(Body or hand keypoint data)
═══
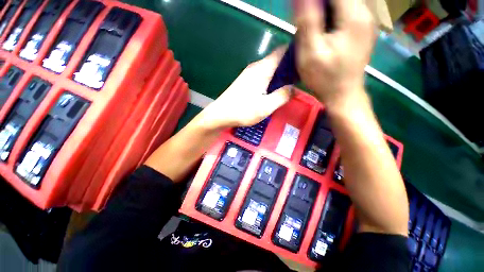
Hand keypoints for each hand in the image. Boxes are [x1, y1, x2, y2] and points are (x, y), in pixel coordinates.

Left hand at [200, 47, 292, 129]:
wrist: (220, 115)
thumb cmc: (242, 110)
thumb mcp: (266, 106)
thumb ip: (282, 96)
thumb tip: (293, 88)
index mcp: (262, 69)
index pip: (282, 51)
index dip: (295, 55)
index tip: (304, 66)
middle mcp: (255, 67)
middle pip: (277, 61)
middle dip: (289, 69)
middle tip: (299, 82)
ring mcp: (249, 74)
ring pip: (270, 70)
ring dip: (280, 77)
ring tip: (288, 89)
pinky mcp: (246, 82)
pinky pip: (263, 77)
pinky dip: (271, 82)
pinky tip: (273, 93)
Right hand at [294, 0, 375, 109]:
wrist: (342, 94)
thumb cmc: (324, 78)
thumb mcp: (310, 52)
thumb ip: (308, 21)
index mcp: (353, 16)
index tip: (304, 9)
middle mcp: (365, 13)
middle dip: (320, 3)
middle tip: (308, 20)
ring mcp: (366, 21)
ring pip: (344, 2)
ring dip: (326, 8)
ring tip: (315, 25)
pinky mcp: (362, 28)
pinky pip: (348, 10)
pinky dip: (333, 13)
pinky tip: (325, 28)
═══
**Task description**
Your copy should match the data above exactly, apart from the pictures.

**Result for this exercise**
Hand keypoints for each hand in the image. Boxes are [x1, y1, x2, y2] and points are (x, y), in pixel coordinates.

Left hand at [200, 47, 292, 129]:
wrist: (220, 115)
thumb cmc: (242, 110)
thumb mcp: (266, 106)
thumb ip: (282, 96)
thumb tip: (293, 88)
index mcp: (262, 69)
index pip: (282, 51)
index dip: (295, 55)
index tip: (304, 66)
middle mcp: (255, 67)
middle pip: (277, 61)
middle dip: (289, 69)
middle tip: (299, 82)
ring mcp: (249, 74)
ring pip: (270, 70)
ring dip: (280, 77)
ring tip: (288, 89)
pinky mcp: (246, 82)
pinky pip: (263, 77)
pinky dip: (271, 82)
pinky tip: (273, 93)
Right hand at [294, 0, 375, 109]:
wrist: (342, 94)
thumb cmc: (324, 78)
thumb mcp: (310, 52)
thumb ip: (308, 21)
index mcp: (353, 16)
index tip: (304, 9)
middle mcp: (365, 13)
middle dip: (320, 3)
middle tip: (308, 20)
ring mcp: (366, 21)
ring pip: (344, 2)
ring dip: (326, 8)
ring tip: (315, 25)
pinky mcp: (362, 28)
pinky pip: (348, 10)
pinky dip: (333, 13)
pinky tip: (325, 28)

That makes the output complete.